Caesar was one of the first stars created by American television with the 90-minute live program Your Show of Shows, which broke comedic ground. It didn’t rely on vaudeville or stand-up material but rather on long skits and sketches written by equally legendary comedy writers including Mel Brooks, Woody Allen, Neil Simon, Larry Gelbart, Carl Reiner, Lucille Kallen and Mel Tolkin.

His partner, comic actress Imogene Coca, co-starred with the two-time Emmy winner, who was hired at $4,000 a week for his services.

Carl Reiner said Caesar had an ability to “connect with an audience and make them roar with laughter.

“Sid Caesar set the template for everybody,” he said. “He was without a doubt the greatest sketch comedian-monologist that television ever produced. He could ad lib. He could do anything that was necessary to make an audience laugh.”

Your Show of Shows was different from other programs of its time because its humor was aimed at truth,” Neil Simon once observed. “Other television shows would present situations with farcical characters; we would put real-life people into identifiable situations.”

The pressures of a live weekly TV show took its toll on Caesar, however. Success came so fast, he recalled, that “I lived in dread that some night onstage … I would be found out.”

“I know of no other comedian, including Chaplin, who could have done nearly 10 years of live television,” said Mel Brooks. “Nobody’s talent was ever more used up than Sid’s.” Over the years, “Television ground him into sausages … until finally there was little of the muse left.”

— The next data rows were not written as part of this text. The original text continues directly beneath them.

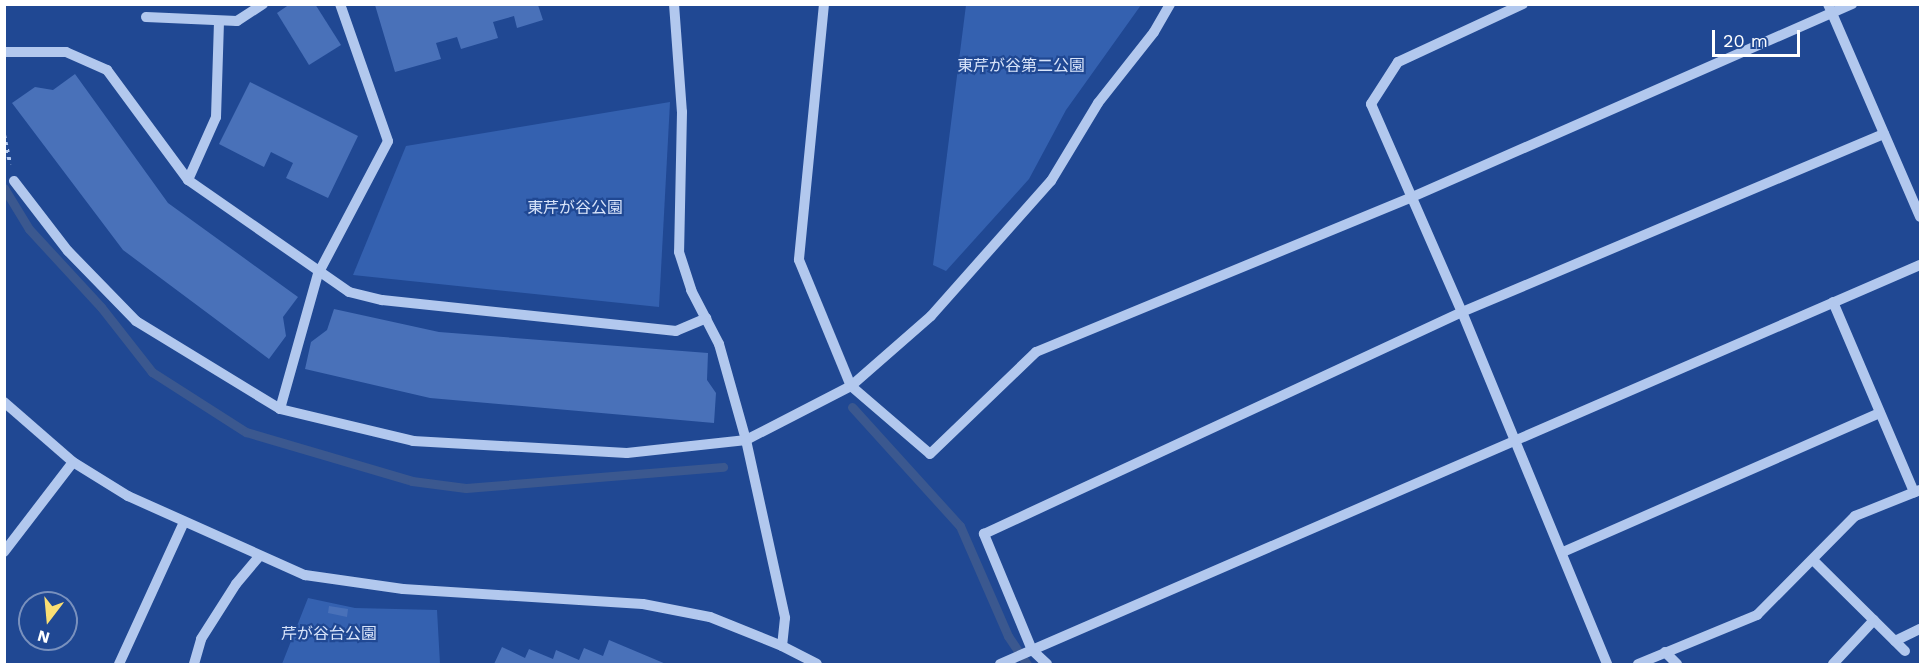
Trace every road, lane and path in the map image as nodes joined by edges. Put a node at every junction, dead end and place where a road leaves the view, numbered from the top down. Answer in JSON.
{"nodes":[{"id":1,"x":263,"y":4,"type":"edge"},
{"id":2,"x":340,"y":4,"type":"edge"},
{"id":3,"x":674,"y":4,"type":"edge"},
{"id":4,"x":824,"y":4,"type":"edge"},
{"id":5,"x":1170,"y":4,"type":"edge"},
{"id":6,"x":1523,"y":4,"type":"edge"},
{"id":7,"x":1852,"y":4,"type":"edge"},
{"id":8,"x":1830,"y":8,"type":"edge"},
{"id":9,"x":146,"y":17,"type":"dead end"},
{"id":10,"x":219,"y":22,"type":"junction"},
{"id":11,"x":4,"y":52,"type":"edge"},
{"id":12,"x":1884,"y":134,"type":"junction"},
{"id":13,"x":4,"y":135,"type":"edge"},
{"id":14,"x":189,"y":180,"type":"junction"},
{"id":15,"x":14,"y":181,"type":"joint"},
{"id":16,"x":1410,"y":198,"type":"junction"},
{"id":17,"x":1920,"y":217,"type":"edge"},
{"id":18,"x":1920,"y":265,"type":"edge"},
{"id":19,"x":318,"y":274,"type":"junction"},
{"id":20,"x":1833,"y":302,"type":"junction"},
{"id":21,"x":1462,"y":312,"type":"junction"},
{"id":22,"x":706,"y":318,"type":"junction"},
{"id":23,"x":851,"y":386,"type":"junction"},
{"id":24,"x":4,"y":402,"type":"edge"},
{"id":25,"x":280,"y":409,"type":"junction"},
{"id":26,"x":1880,"y":413,"type":"junction"},
{"id":27,"x":746,"y":440,"type":"junction"},
{"id":28,"x":1516,"y":440,"type":"junction"},
{"id":29,"x":73,"y":462,"type":"junction"},
{"id":30,"x":1917,"y":491,"type":"edge"},
{"id":31,"x":183,"y":524,"type":"junction"},
{"id":32,"x":4,"y":552,"type":"edge"},
{"id":33,"x":1563,"y":552,"type":"junction"},
{"id":34,"x":259,"y":557,"type":"junction"},
{"id":35,"x":1815,"y":561,"type":"junction"},
{"id":36,"x":1874,"y":620,"type":"junction"},
{"id":37,"x":1920,"y":629,"type":"edge"},
{"id":38,"x":1895,"y":640,"type":"junction"},
{"id":39,"x":782,"y":646,"type":"junction"},
{"id":40,"x":1031,"y":651,"type":"junction"},
{"id":41,"x":1905,"y":651,"type":"dead end"},
{"id":42,"x":1665,"y":652,"type":"junction"},
{"id":43,"x":119,"y":664,"type":"edge"},
{"id":44,"x":194,"y":664,"type":"edge"},
{"id":45,"x":817,"y":664,"type":"edge"},
{"id":46,"x":1001,"y":664,"type":"edge"},
{"id":47,"x":1047,"y":664,"type":"edge"},
{"id":48,"x":1607,"y":664,"type":"edge"},
{"id":49,"x":1638,"y":664,"type":"edge"},
{"id":50,"x":1677,"y":664,"type":"edge"},
{"id":51,"x":1833,"y":664,"type":"edge"}],
"edges":[{"from":1,"to":10,"type":"street"},
{"from":2,"to":19,"type":"street"},
{"from":3,"to":22,"type":"street"},
{"from":4,"to":23,"type":"street"},
{"from":5,"to":23,"type":"street"},
{"from":6,"to":16,"type":"street"},
{"from":7,"to":8,"type":"street"},
{"from":8,"to":12,"type":"street"},
{"from":8,"to":16,"type":"street"},
{"from":9,"to":10,"type":"street"},
{"from":10,"to":14,"type":"street"},
{"from":11,"to":14,"type":"street"},
{"from":12,"to":17,"type":"street"},
{"from":12,"to":21,"type":"street"},
{"from":13,"to":15,"type":"path"},
{"from":14,"to":19,"type":"street"},
{"from":15,"to":25,"type":"street"},
{"from":16,"to":21,"type":"street"},
{"from":16,"to":23,"type":"street"},
{"from":18,"to":20,"type":"street"},
{"from":19,"to":22,"type":"street"},
{"from":19,"to":25,"type":"street"},
{"from":20,"to":26,"type":"street"},
{"from":20,"to":28,"type":"street"},
{"from":21,"to":28,"type":"street"},
{"from":21,"to":40,"type":"street"},
{"from":22,"to":27,"type":"street"},
{"from":23,"to":27,"type":"street"},
{"from":24,"to":29,"type":"street"},
{"from":25,"to":27,"type":"street"},
{"from":26,"to":30,"type":"street"},
{"from":26,"to":33,"type":"street"},
{"from":27,"to":39,"type":"street"},
{"from":28,"to":33,"type":"street"},
{"from":28,"to":40,"type":"street"},
{"from":29,"to":31,"type":"street"},
{"from":29,"to":32,"type":"street"},
{"from":30,"to":35,"type":"street"},
{"from":31,"to":34,"type":"street"},
{"from":31,"to":43,"type":"street"},
{"from":33,"to":48,"type":"street"},
{"from":34,"to":39,"type":"street"},
{"from":34,"to":44,"type":"street"},
{"from":35,"to":36,"type":"street"},
{"from":35,"to":42,"type":"street"},
{"from":36,"to":38,"type":"street"},
{"from":36,"to":51,"type":"street"},
{"from":37,"to":38,"type":"street"},
{"from":38,"to":41,"type":"street"},
{"from":39,"to":45,"type":"street"},
{"from":40,"to":46,"type":"street"},
{"from":40,"to":47,"type":"street"},
{"from":42,"to":49,"type":"street"},
{"from":42,"to":50,"type":"street"}]}
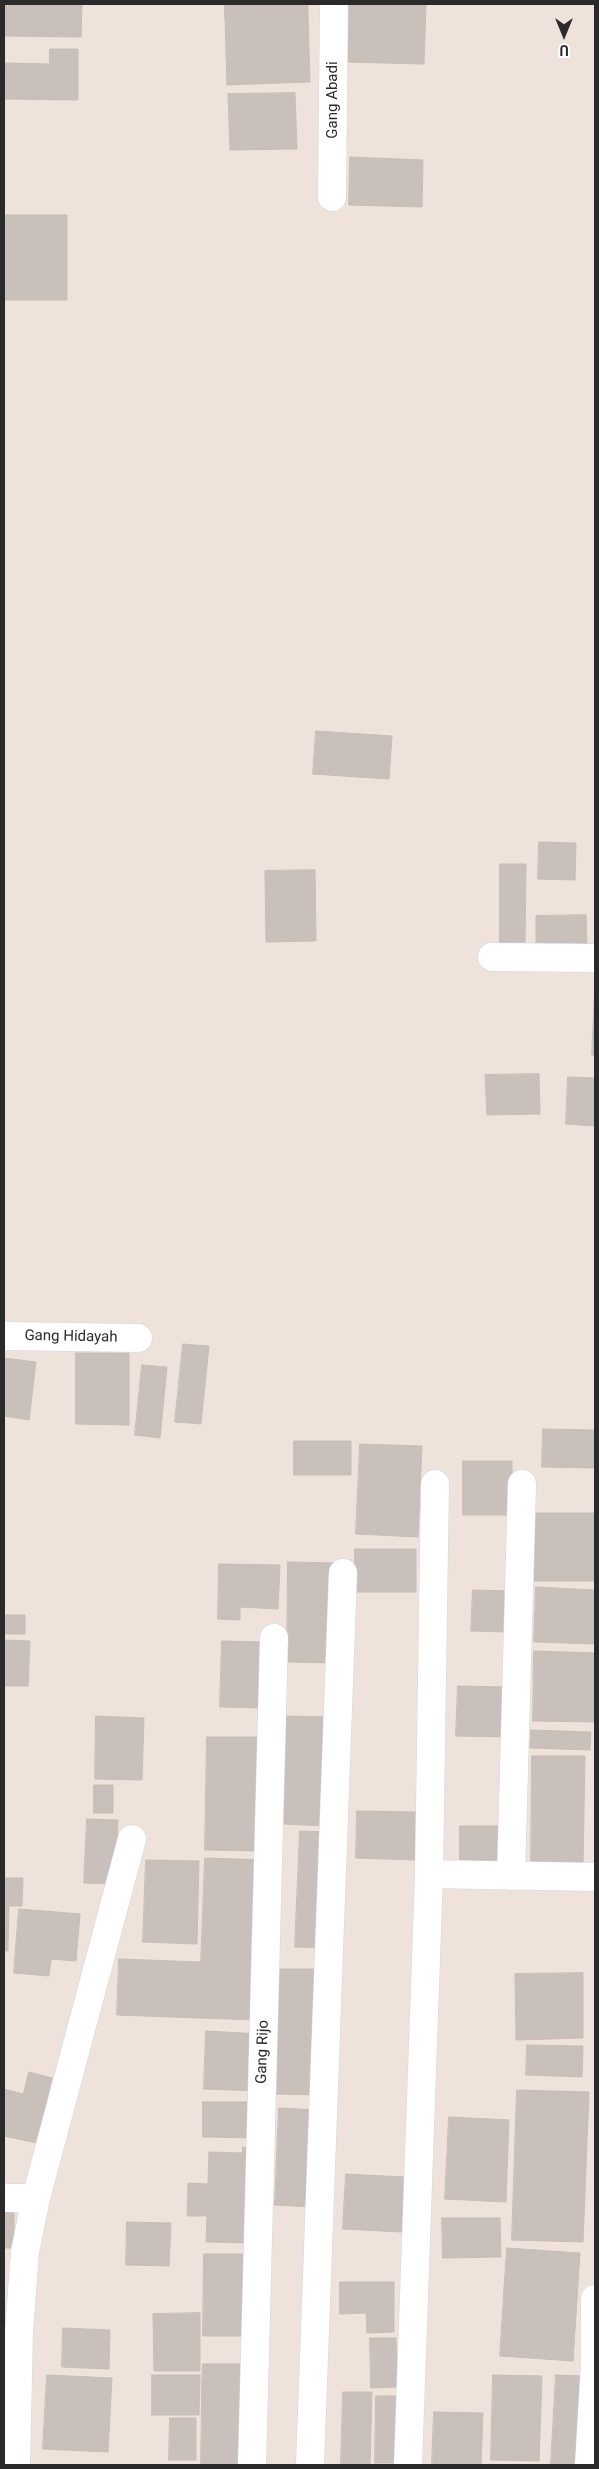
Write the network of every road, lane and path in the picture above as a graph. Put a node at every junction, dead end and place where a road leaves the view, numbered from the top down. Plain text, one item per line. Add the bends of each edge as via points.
1 (334, 4) edge
2 (332, 197) dead end
3 (492, 957) dead end
4 (595, 958) edge
5 (4, 1336) edge
6 (138, 1338) dead end
7 (435, 1484) dead end
8 (522, 1484) dead end
9 (343, 1573) dead end
10 (274, 1638) dead end
11 (132, 1839) dead end
12 (429, 1874) junction
13 (512, 1876) junction
14 (595, 1877) edge
15 (4, 2198) edge
16 (36, 2198) junction
17 (595, 2299) edge
18 (16, 2465) edge
19 (252, 2465) edge
20 (310, 2465) edge
21 (408, 2465) edge
22 (588, 2465) edge

1 - 2 street, Gang Abadi
3 - 4 street
5 - 6 street, Gang Hidayah
7 - 12 street
8 - 13 street
9 - 20 street
10 - 19 street, Gang Rijo
11 - 16 street
12 - 13 street
12 - 21 street
13 - 14 street
15 - 16 street
16 - 18 street via 24,2252
17 - 22 street via 595,2363

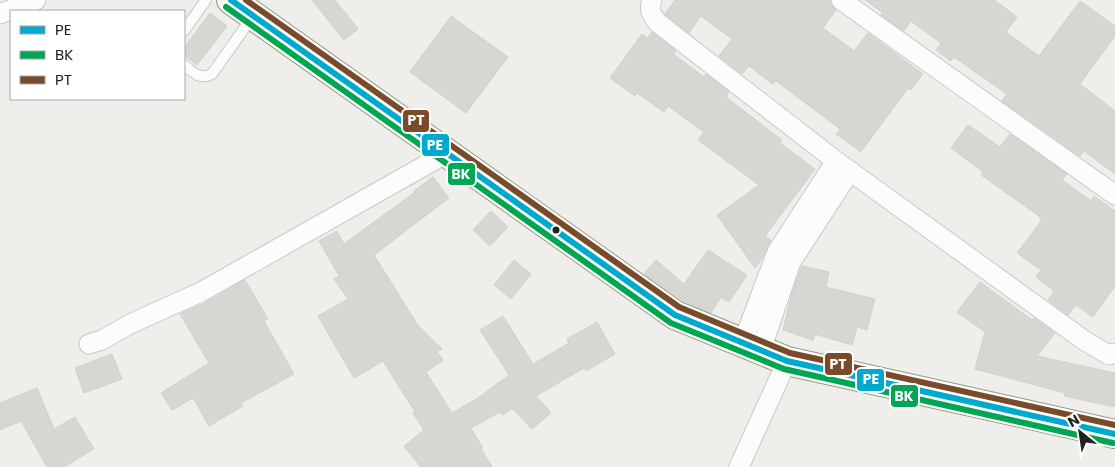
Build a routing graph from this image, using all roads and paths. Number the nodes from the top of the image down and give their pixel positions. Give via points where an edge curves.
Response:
1 (36, 0) edge
2 (206, 0) edge
3 (231, 0) edge
4 (652, 0) edge
5 (840, 0) edge
6 (10, 10) edge
7 (253, 16) junction
8 (185, 30) edge
9 (185, 66) edge
10 (447, 153) junction
11 (843, 166) junction
12 (1115, 195) edge
13 (89, 344) dead end
14 (752, 346) junction
15 (1115, 353) edge
16 (787, 362) junction
17 (1115, 434) edge
18 (739, 467) edge

1 - 6 street
2 - 8 lane
3 - 7 main road
4 - 11 street via 649,6 658,23
5 - 12 street
7 - 9 lane via 212,74 199,77
7 - 10 main road
10 - 13 street via 201,292
10 - 14 main road via 675,315
11 - 14 street via 784,257
11 - 15 street via 1085,341 1109,355
14 - 16 main road
16 - 17 main road
16 - 18 street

For the next few years, Caesar continued to make club appearances, starred in the Broadway musical “Little Me” and toured with Neil Simon’s“Last of the Red Hot Lovers.” His movies included It’s a Mad, Mad, Mad World, Silent Movie, Grease, The Cheap Detective, History of the World: Part I in 1981 and he made two appearances on Love Boat.

Following a self-described “20-year blackout” involving alcoholism and barbiturates, he re-emerged in the late ’70s. In the early ’80s, he hosted Saturday Night Live and toured with Coca in a stage show recalling some of the better Show of Shows material.

Other TV credits included Love and War, Life With Louie, Mad About You, and Whose Line Is It Anyway?.

In 1985 he was inducted into the Television Academy Hall of Fame. In 2011 he received a lifetime achievement award from the Television Critics Assn.

Source: Variety.

3 Responses

  1. There’s a very good series of DVDs of highlights from Your Show Of Shows and its successor Caesar’s Hour. I’ll have to crack one open tonight as a tribute to the great man.